The need for speed
Since the passage of the EMS Act of 1973, emergency medical services in the U.S. have made tremendous strides in their level of sophistication and their ability to provide life-saving treatments to injured patients at remote scenes and en route to hospital emergency rooms.
This evolution is particularly evident in the vehicles used to transport patients to a hospital. Decades ago, ambulance services were little more than “horizontal taxicabs,” with little medical capability on board, said Kevin McGinnis, program adviser for the National Association of State EMS Officials (NASEMSO). In an odd twist for a life-saving service, the local ambulance company in some areas consisted of a hearse driven by a mortuary assistant with limited medical knowledge.
By comparison, today's ambulances are a mobile miracle, featuring monitors and other medical gear in a small space that would have been envied by some hospital emergency rooms in decades past. And these vehicles are staffed by highly trained paramedics with the ability to provide the medical attention necessary to ensure that patients reach a hospital in the best possible condition to receive treatment from doctors at the facility.
However, what has changed little during the last 35 years are the communications systems used by EMS personnel. While some EMS services — primarily in metropolitan areas — are using 800 MHz trunked systems built in recent years, the vast majority still rely on UHF and VHF analog voice systems built with equipment installed in the 1970s.
Although aging in many cases, these voice systems generally are reliable, which has led to a “false contentment” within the EMS community, McGinnis said.
“We're content because these old systems still work pretty well,” he said. “But it's a false contentment because we could do a hell of a lot more for our patients if we had information that could be available, but that requires broadband.”
Mobile broadband connectivity would let EMS personnel provide emergency-room doctors with real-time data about an en-route patient on an ongoing basis, not just during the intervals when the paramedic and doctor have time to speak to each other via two-way radio. In addition, high-speed connectivity would give those in the ambulance an opportunity to query a series of databases — the EMS Resource and Event Management System (EMSREMS) — for key information, such as patient medical records and the nearest hospital that is best-suited to meet a patient's medical needs at that moment.

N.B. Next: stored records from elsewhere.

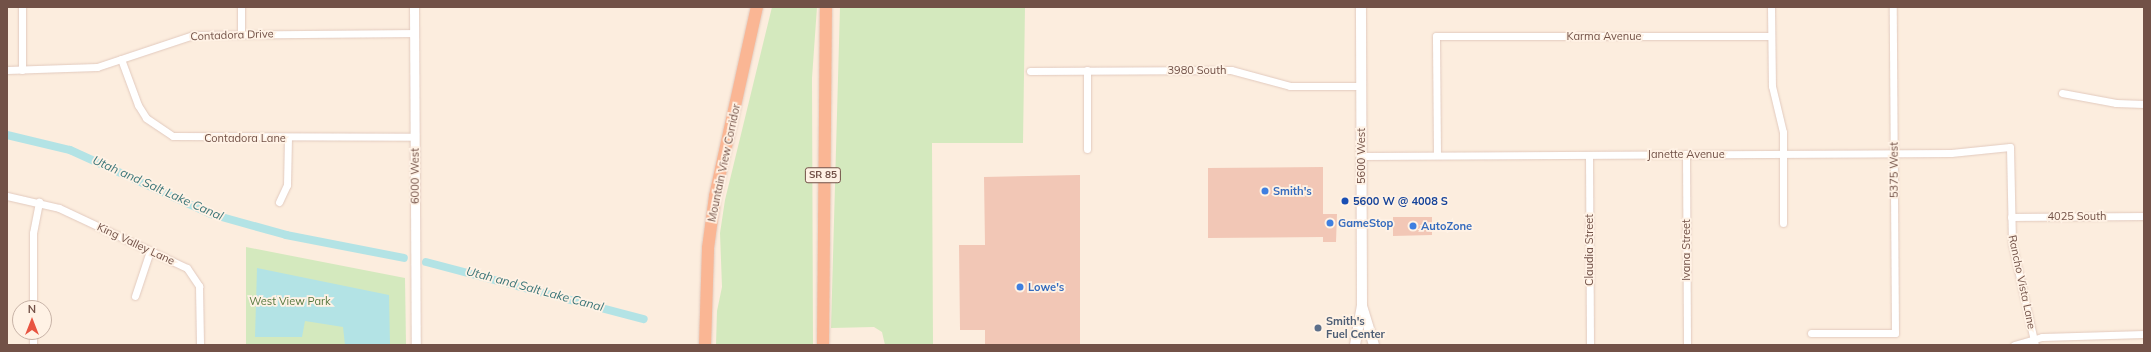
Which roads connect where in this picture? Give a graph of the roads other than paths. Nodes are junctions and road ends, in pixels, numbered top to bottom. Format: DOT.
graph roads {
  1 [pos="22,7"];
  2 [pos="241,7"];
  3 [pos="414,7"];
  4 [pos="757,7"];
  5 [pos="826,7"];
  6 [pos="1361,7"];
  7 [pos="1771,7"];
  8 [pos="1893,7"];
  9 [pos="241,33"];
  10 [pos="415,33"];
  11 [pos="1771,36"];
  12 [pos="122,59"];
  13 [pos="7,70"];
  14 [pos="22,70"];
  15 [pos="1087,70"];
  16 [pos="1030,71"];
  17 [pos="1361,86"];
  18 [pos="2062,93"];
  19 [pos="2144,104"];
  20 [pos="415,137"];
  21 [pos="288,138"];
  22 [pos="2010,147"];
  23 [pos="1087,150"];
  24 [pos="1686,154"];
  25 [pos="1783,154"];
  26 [pos="1894,154"];
  27 [pos="1437,155"];
  28 [pos="1589,155"];
  29 [pos="1361,156"];
  30 [pos="7,196"];
  31 [pos="39,202"];
  32 [pos="278,202"];
  33 [pos="2144,216"];
  34 [pos="2011,217"];
  35 [pos="1783,223"];
  36 [pos="150,250"];
  37 [pos="135,296"];
  38 [pos="33,300"];
  39 [pos="1362,306"];
  40 [pos="1810,333"];
  41 [pos="2144,334"];
  42 [pos="2034,342"];
  43 [pos="705,344"];
  44 [pos="823,344"];
  45 [pos="200,345"];
  46 [pos="416,345"];
  47 [pos="1355,345"];
  48 [pos="1374,345"];
  49 [pos="1590,345"];
  50 [pos="1687,345"];
  51 [pos="2014,345"];
  1 -- 14 [label="street"];
  2 -- 9 [label="street"];
  3 -- 10 [label="street, 6000 West"];
  4 -- 43 [label="highway, Mountain View Corridor"];
  5 -- 44 [label="highway, SR 85"];
  6 -- 17 [label="main road, 5600 West"];
  7 -- 11 [label="street"];
  8 -- 26 [label="street, 5375 West"];
  9 -- 10 [label="street, Contadora Drive"];
  9 -- 12 [label="street, Contadora Drive"];
  10 -- 20 [label="street, 6000 West"];
  11 -- 25 [label="street"];
  11 -- 27 [label="street, Karma Avenue"];
  12 -- 14 [label="street, Contadora Drive"];
  12 -- 21 [label="street, Contadora Lane"];
  13 -- 14 [label="street, Contadora Drive"];
  15 -- 16 [label="street, 3980 South"];
  15 -- 17 [label="street, 3980 South"];
  15 -- 23 [label="street"];
  17 -- 29 [label="main road, 5600 West"];
  18 -- 19 [label="street"];
  20 -- 21 [label="street, Contadora Lane"];
  20 -- 46 [label="street, 6000 West"];
  21 -- 32 [label="street"];
  22 -- 26 [label="street, Janette Avenue"];
  22 -- 34 [label="street, Rancho Vista Lane"];
  24 -- 25 [label="street, Janette Avenue"];
  24 -- 28 [label="street, Janette Avenue"];
  24 -- 50 [label="street, Ivana Street"];
  25 -- 26 [label="street, Janette Avenue"];
  25 -- 35 [label="street"];
  26 -- 40 [label="street, 5375 West"];
  27 -- 28 [label="street, Janette Avenue"];
  27 -- 29 [label="street, Janette Avenue"];
  28 -- 49 [label="street, Claudia Street"];
  29 -- 39 [label="main road, 5600 West"];
  30 -- 31 [label="street, King Valley Lane"];
  31 -- 36 [label="street, King Valley Lane"];
  31 -- 38 [label="street"];
  33 -- 34 [label="street, 4025 South"];
  34 -- 42 [label="street, Rancho Vista Lane"];
  36 -- 37 [label="street"];
  36 -- 45 [label="street, King Valley Lane"];
  39 -- 47 [label="main road, 5600 West"];
  39 -- 48 [label="main road, 5600 West"];
  41 -- 42 [label="street"];
  42 -- 51 [label="street"];
}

But such data delivery is rarely available to EMS units, something that a joint advisory committee noted in a report delivered to Congress in February.
“The U.S. is home to the best doctors, the most capable emergency medical workers, and the most capable communications technologies and networks available in the world today,” the report states. “But, somehow, we have failed to marry our health and emergency medical systems with advances in communications and information technologies.”